◆ THE DATA ◆
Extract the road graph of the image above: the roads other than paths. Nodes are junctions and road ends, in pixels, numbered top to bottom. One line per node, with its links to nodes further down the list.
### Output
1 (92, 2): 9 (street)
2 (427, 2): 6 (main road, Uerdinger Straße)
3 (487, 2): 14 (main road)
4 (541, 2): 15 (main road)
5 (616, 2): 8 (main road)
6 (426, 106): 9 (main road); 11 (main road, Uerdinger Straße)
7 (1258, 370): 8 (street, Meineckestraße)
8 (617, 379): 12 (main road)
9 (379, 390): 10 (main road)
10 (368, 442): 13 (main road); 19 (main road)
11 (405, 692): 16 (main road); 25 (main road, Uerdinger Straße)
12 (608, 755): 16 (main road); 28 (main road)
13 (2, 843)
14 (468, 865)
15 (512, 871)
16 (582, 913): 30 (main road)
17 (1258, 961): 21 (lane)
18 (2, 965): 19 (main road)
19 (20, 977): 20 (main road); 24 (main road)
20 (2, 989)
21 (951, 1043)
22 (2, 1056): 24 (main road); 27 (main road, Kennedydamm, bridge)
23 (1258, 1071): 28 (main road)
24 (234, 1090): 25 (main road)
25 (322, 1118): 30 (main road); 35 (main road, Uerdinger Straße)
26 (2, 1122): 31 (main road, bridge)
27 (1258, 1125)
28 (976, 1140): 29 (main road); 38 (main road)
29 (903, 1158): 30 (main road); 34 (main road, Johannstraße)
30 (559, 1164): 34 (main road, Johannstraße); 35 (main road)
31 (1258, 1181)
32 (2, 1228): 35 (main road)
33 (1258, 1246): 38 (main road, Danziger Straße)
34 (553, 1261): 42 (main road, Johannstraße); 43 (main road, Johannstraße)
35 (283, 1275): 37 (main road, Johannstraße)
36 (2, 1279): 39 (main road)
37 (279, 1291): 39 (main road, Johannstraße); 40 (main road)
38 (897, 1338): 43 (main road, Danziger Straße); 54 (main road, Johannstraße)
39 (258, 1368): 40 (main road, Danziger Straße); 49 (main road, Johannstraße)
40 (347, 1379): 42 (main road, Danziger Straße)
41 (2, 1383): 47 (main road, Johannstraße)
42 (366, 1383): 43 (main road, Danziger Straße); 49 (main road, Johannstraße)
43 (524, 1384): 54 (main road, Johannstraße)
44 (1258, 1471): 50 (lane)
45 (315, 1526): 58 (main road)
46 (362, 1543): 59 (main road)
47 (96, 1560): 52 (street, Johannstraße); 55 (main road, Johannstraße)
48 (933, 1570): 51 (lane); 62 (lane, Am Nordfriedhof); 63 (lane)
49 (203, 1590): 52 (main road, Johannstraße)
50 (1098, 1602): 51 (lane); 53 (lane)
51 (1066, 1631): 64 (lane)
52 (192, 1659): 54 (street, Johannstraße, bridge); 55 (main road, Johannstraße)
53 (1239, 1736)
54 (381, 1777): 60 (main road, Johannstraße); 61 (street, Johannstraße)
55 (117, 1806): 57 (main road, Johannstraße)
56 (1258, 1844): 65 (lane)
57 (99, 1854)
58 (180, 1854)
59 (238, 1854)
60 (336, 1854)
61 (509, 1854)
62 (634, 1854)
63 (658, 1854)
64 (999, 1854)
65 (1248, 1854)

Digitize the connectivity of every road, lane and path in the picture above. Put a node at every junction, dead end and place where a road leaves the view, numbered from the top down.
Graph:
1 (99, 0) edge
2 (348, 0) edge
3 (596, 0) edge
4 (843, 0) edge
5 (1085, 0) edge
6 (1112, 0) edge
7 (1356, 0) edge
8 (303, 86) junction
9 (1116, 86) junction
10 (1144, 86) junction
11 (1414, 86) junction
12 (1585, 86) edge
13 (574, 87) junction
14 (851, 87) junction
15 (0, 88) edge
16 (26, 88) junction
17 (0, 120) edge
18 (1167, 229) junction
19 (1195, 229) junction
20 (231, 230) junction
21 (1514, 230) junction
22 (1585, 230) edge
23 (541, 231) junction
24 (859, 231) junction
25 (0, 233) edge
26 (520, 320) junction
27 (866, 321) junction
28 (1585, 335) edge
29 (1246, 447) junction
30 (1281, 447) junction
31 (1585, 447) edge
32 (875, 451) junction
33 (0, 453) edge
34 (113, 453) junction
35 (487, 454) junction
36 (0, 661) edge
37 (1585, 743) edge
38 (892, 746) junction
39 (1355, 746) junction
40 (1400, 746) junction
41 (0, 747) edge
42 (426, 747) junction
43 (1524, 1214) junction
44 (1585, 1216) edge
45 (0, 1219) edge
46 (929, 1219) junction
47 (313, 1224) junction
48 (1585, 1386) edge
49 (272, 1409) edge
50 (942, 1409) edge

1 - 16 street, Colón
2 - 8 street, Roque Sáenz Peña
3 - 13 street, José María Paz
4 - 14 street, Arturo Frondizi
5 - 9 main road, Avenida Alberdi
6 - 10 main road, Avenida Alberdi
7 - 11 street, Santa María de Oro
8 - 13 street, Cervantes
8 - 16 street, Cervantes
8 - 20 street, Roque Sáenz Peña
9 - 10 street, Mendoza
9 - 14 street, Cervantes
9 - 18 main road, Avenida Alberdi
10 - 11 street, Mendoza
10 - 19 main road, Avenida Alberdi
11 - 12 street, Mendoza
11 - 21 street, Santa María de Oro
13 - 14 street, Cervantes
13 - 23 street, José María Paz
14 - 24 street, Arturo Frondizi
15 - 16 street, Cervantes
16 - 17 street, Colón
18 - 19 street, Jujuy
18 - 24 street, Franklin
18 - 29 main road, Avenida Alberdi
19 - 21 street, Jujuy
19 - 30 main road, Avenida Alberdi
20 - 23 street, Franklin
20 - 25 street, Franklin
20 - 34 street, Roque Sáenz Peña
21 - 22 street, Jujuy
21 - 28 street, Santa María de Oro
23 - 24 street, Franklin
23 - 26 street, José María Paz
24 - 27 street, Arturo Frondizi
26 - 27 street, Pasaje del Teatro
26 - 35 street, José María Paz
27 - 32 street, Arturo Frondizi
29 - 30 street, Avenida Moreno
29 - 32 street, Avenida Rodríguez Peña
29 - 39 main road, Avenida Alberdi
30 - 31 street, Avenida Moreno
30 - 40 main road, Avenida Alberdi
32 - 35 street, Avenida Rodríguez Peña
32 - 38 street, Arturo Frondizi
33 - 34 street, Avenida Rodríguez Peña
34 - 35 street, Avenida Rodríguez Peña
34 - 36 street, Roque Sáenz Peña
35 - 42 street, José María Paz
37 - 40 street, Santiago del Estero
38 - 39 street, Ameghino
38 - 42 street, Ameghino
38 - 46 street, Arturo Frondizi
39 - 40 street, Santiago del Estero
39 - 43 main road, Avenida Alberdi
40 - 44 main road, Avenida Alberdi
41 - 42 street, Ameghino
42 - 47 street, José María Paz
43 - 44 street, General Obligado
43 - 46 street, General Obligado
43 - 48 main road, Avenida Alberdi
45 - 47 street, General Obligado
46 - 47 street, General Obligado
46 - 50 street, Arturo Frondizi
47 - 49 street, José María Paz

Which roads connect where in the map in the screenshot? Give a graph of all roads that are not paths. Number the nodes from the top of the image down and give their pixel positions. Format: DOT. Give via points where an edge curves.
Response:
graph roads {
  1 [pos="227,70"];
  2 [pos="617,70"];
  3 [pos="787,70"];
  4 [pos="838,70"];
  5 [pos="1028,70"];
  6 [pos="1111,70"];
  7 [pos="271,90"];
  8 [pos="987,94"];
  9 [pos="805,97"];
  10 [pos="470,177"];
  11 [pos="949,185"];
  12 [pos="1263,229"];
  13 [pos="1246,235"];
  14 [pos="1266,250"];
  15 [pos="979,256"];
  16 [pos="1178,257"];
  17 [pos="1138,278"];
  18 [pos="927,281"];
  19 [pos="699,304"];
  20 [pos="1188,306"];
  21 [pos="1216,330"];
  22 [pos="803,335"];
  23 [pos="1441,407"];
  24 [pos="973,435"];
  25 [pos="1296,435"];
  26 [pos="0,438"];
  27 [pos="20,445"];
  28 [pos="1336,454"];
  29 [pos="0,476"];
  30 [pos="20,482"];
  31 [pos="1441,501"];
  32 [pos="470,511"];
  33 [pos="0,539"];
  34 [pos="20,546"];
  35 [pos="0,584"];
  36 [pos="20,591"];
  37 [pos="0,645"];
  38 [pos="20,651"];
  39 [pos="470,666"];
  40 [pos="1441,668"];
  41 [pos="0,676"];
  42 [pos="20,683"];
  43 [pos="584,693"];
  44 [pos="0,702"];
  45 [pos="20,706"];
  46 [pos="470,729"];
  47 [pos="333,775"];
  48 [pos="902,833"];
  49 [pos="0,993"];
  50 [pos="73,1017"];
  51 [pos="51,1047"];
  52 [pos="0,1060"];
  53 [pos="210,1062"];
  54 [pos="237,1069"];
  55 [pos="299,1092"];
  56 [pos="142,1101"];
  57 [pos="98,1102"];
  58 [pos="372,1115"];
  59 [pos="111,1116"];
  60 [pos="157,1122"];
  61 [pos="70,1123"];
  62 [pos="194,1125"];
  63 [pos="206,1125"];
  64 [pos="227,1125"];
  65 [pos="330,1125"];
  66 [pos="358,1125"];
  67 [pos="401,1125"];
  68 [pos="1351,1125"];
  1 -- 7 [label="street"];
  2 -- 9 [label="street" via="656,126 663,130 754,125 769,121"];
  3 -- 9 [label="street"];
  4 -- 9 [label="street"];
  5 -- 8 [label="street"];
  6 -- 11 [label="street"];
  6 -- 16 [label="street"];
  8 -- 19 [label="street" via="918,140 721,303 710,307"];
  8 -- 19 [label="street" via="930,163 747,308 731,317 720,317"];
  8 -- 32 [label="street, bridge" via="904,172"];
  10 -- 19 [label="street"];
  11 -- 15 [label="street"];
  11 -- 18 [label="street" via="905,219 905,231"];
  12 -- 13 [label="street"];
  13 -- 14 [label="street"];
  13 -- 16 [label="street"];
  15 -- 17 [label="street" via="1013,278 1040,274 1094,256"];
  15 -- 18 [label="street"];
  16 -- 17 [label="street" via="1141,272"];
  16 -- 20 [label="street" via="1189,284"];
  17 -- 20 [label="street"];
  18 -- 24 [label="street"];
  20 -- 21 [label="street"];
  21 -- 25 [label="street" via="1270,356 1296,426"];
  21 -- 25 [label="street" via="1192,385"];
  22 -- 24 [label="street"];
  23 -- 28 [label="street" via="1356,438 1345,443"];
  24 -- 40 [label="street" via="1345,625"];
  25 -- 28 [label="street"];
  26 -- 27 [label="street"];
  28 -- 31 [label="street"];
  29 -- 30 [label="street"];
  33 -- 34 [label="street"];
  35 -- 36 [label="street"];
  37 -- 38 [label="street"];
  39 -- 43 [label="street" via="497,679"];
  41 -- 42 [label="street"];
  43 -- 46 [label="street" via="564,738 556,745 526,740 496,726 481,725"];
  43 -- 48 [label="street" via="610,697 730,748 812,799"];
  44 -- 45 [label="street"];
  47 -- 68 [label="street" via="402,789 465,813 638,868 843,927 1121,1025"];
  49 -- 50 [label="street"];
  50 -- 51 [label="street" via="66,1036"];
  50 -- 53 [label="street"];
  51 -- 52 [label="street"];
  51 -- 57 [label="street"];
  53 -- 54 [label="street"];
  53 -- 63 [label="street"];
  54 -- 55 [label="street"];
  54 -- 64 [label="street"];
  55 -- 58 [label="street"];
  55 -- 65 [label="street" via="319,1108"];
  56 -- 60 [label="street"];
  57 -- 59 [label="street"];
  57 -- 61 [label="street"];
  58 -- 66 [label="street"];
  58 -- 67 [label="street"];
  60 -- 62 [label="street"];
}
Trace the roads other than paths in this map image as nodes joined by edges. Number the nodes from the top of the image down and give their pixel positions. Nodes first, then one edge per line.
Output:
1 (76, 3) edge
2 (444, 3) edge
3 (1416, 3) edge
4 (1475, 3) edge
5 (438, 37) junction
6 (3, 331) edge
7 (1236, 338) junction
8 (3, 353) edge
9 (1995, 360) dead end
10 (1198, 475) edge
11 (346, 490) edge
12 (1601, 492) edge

◆ WHAT YOU NEED TO DO ◆
The expected answer is a copy of each line above containing "Obligado".

◆ OUTPUT FOR THIS TASK ◆
43 - 44 street, General Obligado
43 - 46 street, General Obligado
45 - 47 street, General Obligado
46 - 47 street, General Obligado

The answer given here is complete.